=== Section Start ===

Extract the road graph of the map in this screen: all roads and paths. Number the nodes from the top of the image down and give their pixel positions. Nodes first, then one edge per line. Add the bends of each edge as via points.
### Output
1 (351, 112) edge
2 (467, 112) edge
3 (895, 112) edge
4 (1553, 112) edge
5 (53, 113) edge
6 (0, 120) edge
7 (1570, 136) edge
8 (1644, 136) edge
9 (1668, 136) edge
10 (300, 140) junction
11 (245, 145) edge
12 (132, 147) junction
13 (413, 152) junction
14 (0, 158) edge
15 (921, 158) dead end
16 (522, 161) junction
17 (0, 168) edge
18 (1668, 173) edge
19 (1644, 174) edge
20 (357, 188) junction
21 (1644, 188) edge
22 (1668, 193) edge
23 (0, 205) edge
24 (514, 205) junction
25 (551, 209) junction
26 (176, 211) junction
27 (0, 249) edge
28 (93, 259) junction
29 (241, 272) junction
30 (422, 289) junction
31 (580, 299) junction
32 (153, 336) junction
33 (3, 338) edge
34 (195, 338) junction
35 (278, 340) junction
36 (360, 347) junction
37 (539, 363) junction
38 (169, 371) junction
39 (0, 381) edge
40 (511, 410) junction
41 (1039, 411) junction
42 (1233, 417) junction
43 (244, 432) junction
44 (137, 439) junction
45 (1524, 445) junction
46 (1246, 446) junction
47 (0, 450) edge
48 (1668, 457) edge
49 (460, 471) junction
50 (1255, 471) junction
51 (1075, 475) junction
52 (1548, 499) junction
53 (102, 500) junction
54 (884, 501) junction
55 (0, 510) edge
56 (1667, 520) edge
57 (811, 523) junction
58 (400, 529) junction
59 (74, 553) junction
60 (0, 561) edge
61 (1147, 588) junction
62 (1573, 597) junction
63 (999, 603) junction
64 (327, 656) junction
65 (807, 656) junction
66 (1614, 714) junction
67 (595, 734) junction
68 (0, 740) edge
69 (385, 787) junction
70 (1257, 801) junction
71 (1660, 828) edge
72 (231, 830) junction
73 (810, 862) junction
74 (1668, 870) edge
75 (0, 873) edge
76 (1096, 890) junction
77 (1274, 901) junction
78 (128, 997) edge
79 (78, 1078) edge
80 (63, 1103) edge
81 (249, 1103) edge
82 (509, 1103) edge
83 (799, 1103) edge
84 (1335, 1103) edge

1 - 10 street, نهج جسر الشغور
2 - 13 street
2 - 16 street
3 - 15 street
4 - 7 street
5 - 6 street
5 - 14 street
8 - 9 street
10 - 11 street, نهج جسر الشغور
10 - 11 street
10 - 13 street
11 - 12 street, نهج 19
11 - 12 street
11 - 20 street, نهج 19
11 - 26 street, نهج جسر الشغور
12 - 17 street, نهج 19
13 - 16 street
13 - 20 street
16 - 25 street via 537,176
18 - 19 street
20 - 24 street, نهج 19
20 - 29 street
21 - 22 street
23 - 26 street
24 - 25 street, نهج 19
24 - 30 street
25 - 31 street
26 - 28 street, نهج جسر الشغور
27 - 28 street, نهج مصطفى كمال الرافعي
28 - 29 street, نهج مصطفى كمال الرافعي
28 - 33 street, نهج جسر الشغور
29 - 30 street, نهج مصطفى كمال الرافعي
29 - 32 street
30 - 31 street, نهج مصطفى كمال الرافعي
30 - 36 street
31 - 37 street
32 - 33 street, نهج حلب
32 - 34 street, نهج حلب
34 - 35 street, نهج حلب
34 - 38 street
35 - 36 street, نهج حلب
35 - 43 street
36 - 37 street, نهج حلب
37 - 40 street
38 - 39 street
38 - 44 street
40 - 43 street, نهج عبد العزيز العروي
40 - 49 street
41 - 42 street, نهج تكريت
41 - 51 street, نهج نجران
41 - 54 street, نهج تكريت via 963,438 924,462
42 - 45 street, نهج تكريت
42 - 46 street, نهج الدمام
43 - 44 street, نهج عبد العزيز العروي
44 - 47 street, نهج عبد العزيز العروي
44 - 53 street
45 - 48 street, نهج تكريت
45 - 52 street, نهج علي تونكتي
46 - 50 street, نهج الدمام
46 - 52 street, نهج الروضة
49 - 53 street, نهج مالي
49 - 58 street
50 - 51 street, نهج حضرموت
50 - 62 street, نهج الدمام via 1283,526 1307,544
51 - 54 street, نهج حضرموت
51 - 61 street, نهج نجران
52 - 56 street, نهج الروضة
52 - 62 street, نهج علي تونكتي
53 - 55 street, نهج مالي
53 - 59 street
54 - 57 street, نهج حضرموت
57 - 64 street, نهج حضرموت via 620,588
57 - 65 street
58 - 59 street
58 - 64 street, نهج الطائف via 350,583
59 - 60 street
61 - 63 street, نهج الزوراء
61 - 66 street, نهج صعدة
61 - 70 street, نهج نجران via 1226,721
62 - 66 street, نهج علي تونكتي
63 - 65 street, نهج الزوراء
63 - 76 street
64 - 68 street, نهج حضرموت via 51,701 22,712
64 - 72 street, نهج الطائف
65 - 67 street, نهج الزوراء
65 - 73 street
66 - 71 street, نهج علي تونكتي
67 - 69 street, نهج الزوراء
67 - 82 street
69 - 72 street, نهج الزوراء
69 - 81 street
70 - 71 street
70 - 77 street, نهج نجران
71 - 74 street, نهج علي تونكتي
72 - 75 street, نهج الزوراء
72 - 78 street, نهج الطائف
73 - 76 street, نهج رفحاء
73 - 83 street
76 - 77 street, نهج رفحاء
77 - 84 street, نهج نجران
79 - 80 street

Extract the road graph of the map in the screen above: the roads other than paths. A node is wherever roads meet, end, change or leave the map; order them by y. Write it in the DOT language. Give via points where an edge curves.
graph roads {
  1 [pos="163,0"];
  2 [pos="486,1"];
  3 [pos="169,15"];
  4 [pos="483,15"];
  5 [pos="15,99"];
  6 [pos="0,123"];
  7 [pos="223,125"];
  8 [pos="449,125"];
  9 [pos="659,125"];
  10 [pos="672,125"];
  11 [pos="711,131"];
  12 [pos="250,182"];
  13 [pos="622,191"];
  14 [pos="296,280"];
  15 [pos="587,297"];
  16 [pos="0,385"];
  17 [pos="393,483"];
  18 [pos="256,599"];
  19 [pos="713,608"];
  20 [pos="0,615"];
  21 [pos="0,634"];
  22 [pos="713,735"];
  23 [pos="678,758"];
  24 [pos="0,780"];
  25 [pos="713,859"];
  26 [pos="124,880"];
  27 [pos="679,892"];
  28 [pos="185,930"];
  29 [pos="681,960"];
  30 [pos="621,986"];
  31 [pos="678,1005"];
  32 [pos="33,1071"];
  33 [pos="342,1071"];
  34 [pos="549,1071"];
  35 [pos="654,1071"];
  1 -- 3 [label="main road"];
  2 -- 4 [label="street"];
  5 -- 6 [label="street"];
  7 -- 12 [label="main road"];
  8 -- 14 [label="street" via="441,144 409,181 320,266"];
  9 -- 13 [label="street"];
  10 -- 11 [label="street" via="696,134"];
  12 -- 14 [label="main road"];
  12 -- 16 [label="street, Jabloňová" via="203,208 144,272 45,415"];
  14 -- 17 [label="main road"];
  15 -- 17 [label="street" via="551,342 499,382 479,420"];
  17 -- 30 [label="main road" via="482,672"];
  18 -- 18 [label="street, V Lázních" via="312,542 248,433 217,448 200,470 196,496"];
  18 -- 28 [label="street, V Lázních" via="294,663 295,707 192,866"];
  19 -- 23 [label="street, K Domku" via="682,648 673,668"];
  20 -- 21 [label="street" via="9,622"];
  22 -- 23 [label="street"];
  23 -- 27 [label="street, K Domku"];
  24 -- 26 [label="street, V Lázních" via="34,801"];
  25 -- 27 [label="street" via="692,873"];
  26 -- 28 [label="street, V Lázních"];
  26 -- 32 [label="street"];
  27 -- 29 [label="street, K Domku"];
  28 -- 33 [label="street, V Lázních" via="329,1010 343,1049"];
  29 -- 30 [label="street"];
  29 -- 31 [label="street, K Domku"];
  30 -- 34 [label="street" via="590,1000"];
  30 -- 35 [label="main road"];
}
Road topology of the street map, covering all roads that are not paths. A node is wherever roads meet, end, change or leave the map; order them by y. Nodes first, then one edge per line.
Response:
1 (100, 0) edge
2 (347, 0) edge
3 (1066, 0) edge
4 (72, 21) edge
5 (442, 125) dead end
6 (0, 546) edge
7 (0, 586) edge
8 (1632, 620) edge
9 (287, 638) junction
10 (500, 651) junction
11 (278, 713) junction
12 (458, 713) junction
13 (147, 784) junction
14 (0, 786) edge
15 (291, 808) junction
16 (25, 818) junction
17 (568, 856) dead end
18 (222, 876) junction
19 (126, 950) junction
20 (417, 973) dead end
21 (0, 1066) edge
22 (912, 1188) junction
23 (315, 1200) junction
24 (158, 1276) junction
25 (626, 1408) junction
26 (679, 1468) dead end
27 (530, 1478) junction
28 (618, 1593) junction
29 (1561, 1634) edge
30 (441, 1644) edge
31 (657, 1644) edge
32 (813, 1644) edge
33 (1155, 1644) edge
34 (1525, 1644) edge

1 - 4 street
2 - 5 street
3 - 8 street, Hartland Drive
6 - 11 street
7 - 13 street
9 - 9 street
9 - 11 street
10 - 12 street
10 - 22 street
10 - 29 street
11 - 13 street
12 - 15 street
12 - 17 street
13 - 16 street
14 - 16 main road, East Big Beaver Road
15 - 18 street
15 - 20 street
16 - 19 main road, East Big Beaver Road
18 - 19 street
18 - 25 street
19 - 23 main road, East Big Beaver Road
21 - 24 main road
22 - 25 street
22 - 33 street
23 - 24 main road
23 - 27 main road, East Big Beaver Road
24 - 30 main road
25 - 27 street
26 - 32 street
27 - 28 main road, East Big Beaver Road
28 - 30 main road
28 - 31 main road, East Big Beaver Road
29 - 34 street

=== Section End ===

◆ **Assigned task**: Of the lines above, show those in which "الطائف" appears.

◆ **Output of the exercise**:
58 - 64 street, نهج الطائف via 350,583
64 - 72 street, نهج الطائف
72 - 78 street, نهج الطائف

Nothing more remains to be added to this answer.